The DSC techniques described may operate with many wireless devices and wireless standards. Examples of wireless devices that can implement the described DSC techniques include cellular telephones, wireless communicable PCs, personal digital assistants (PDAs), and other wireless devices. Examples of wireless standards in which the described DSC technologies can operate include Global System for Mobile Communication (GSM), General Packet Radio Service (GPRS), and Enhanced Data GSM Environment (EDGE). Standards include Enhanced Data GSM Environment (TIA / EIA-95-B (IS-95), TIA / EIA-98-C (IS-98), CDMA2000, Wideband CDMA (WCDMA), and the like.

3 is a block diagram illustrating a portion of a wireless communication system that can implement DSC techniques. As shown in FIG. 1, the wireless communication system includes a first wireless communication device (WCD) 302, also called a mobile station (MS). The wireless communication system includes a second wireless device 304, which may be part of a wireless structure, and a landline device connected to other wireless devices, ie, the wireless structure.

The first wireless device 302 includes a WyZER encoder 306, a WyZER decoder 308, a transmitter 310 and a receiver 312. The second wireless device 304 includes a WyZER encoder 320, a WyZER decoder 322, a transmitter 324 and a receiver 324. The second wireless device 304 may receive an input signal X ₁ , for example a video signal. The input signal X ₁ is connected to the DSC encoder 320. DSC encoder 320 includes prediction encoder 330 and WyZER encoder 332. The input signal is encoded according to the DSC techniques described above, and the main stream and the WyZER stream are output from the predictive encoder 320 and the WyZER encoder 332 to the transmitter 324.

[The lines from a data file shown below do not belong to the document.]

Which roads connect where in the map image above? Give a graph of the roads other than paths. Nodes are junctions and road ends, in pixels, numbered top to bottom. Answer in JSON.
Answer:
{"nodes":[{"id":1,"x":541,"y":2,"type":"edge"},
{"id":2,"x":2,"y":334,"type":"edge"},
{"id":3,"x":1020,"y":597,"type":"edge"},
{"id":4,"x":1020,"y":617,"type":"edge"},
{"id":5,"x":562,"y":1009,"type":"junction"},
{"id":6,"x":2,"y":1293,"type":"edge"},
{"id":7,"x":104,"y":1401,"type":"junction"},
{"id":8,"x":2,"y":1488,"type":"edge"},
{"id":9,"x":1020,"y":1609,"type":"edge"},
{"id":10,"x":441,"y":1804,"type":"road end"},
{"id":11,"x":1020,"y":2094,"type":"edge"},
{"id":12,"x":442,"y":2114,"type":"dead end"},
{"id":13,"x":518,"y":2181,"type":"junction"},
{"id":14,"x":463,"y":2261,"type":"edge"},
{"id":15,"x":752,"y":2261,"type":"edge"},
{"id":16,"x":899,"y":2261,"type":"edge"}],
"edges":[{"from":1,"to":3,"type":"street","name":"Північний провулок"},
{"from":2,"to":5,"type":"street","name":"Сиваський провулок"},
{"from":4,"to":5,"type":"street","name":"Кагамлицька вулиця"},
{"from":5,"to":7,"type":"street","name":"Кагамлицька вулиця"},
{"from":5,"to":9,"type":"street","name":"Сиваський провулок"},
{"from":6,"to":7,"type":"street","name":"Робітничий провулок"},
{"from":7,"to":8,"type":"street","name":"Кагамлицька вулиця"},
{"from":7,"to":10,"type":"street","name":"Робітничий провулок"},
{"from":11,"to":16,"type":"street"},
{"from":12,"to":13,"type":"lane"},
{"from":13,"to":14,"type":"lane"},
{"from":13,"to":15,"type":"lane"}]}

The primary and WyZER streams are sent to the receiver 312 of the first wireless device 302 via a wireless communication channel (multiple logical channels can be used to send two streams). The main stream is output from the receiver 312 to the prediction decoder 334 in the DSC decoder 308 at the first wireless device 302. The WyZER stream is output from the receiver 312 to the WyZER decoder 336. Output of prediction decoder 334 Is also the input of the WyZER decoder 336. According to the DSC techniques described above, the prediction decoder and the WyZER decoder cooperate with each other to reconstruct the signal of the input signal X ₁ . Create and print

In a manner similar to the method described above, the first wireless device receives an input signal X ₂ encoded by the prediction encoder 340 and the WyZER encoder 342 included in the DSC encoder 306 of the first wireless device 302. You may. The main and WyZER streams are output from the DSC encoder 306 to the transmitter 310. The receiver 326 of the second wireless device 304 receives the bit streams and outputs the predicted bit stream from the DSC decoder 322 of the second wireless device 304 to the prediction decoder 344 and outputs the WyZER stream to the DSC decoder ( And output to the WyZER decoder 346 in 322. Output of predictive decoder 344 Is also the input to the WyZER decoder 346. According to the DSC techniques described above, the prediction and WyZER decoders cooperate with each other to reconstruct the input signal X ₂ . Create and print

In another embodiment, the wireless device may include only a DSC encoder or only a DSC decoder. For example, if the device is configured to broadcast, i.e. transmit, but not receive encoded data, the device may have a DSC encoder that encodes the broadcast data but may not have a DSC decoder because the device does not receive the encoded data. have. Similarly, an apparatus configured to receive and decode a signal but not to transmit encoded data may include a decoder but not an encoder. An example of this type of system would be a broadcast system, such as a video broadcast system, where a broadcaster transmits encoded data to one or more users, typically many users, but the users do not transmit the encoded data back to the broadcaster. will be. In this example, the broadcast station wireless device may include a DSC encoder for encoding broadcast data, and the user wireless device may include a DSC decoder to decode the received encoded broadcast.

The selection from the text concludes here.